Family Health Plus

What will happen when I apply?


You will need to meet for an hour or so with an enrollment facilitator at a location near your home or at your local social services district. This person will help you fill out an application for public health insurance, choose a health plan and answer all of your questions. You and your family members can apply for several public health insurance programs (Medicaid, Family Health Plus, Child Health Plus and WIC) using a single application.

You will be asked for information about the persons living in your household, your household's income, resources, housing expenses, illnesses/injuries, other health insurance as well as your New York State residency, United States citizen or immigration status, and social security numbers of the persons applying for Family Health Plus. You will need to provide proof of the identity, date of birth, residence, current income, dependent care costs, health insurance, citizenship and immigration status for the members of your family applying for insurance. Some adults may need to provide proof of their resources. Your enrollment facilitator will help you identify and gather this documentation. All information is kept confidential and will only be used to verify if you are eligible for public health insurance.

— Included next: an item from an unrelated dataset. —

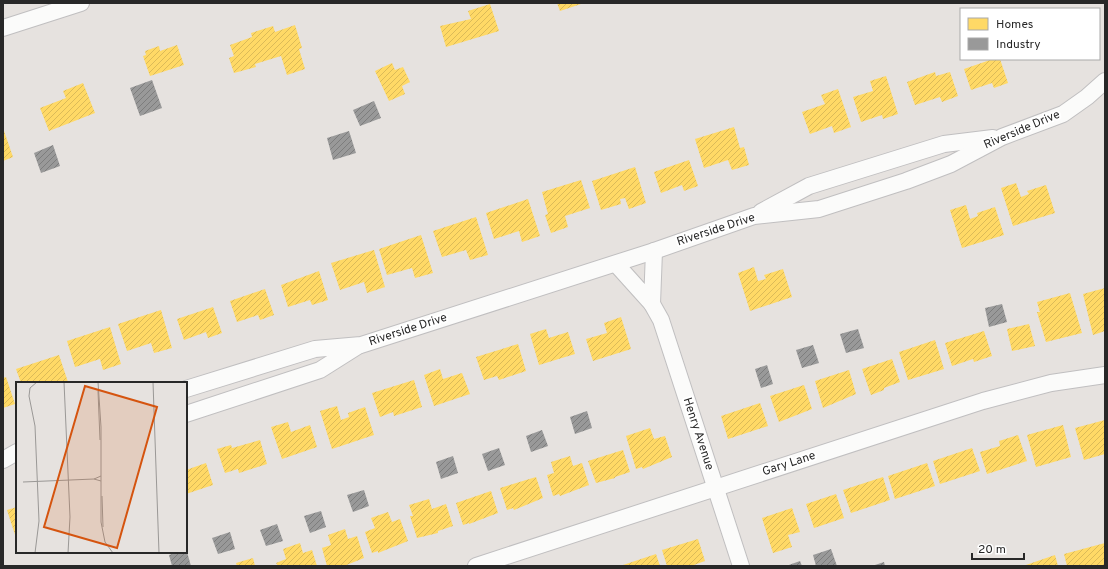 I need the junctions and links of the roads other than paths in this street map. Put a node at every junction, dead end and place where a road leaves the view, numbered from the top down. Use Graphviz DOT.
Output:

Once your application is complete your enrollment facilitator will let you know if you and/or your family appear to be eligible for Family Health Plus or another public health insurance program. (An application is "complete" when it is filled out, all of the required documentation is submitted, a health plan is chosen and it is signed.) The facilitator will forward the completed application to your local social services district where it will be reviewed and final insurance eligibility determinations will be made. The local social services district will let you know which health insurance program you qualify for and verify which health plan you chose.

You will get a letter to confirm your eligibility and the plan you chose from your local services district. Your health plan will send you a welcome letter that includes the date you can start using the plan's services and a member ID card. If you need care before your plan-issued ID card arrives, use the plan's welcome letter to show your provider (such as your doctor, clinic, hospital) that you are a member. Your will also get a handbook from your health plan that will tell you what services are covered and how you can get health care. A New York State Common Benefit Identification Card (Benefit Identification Card) will also be sent to you separately. This card will allow you to access your prescription drug benefit on or after October 1, 2008 at a Medicaid enrolled pharmacy. Until October 1, 2008, your Family Health Plus plan card must be used to obtain pharmacy benefits.

It could take two months or more from the time you sign the application to when you can start getting services from the managed care health plan you chose.

There is no retroactive coverage in the Family Health Plus Program; your coverage begins once you are enrolled in the health plan you chose. If you are determined eligible for FHPlus, your enrollment should be effective no later than 90 days from the date of submission of your completed application. In the event of an error or delay in your enrollment, Medicaid may be able to pay for reasonable medical expenses you pay for services covered under FHPlus. Medicaid may also pay for any unpaid medical expenses, but only if the provider is an enrolled Medicaid provider.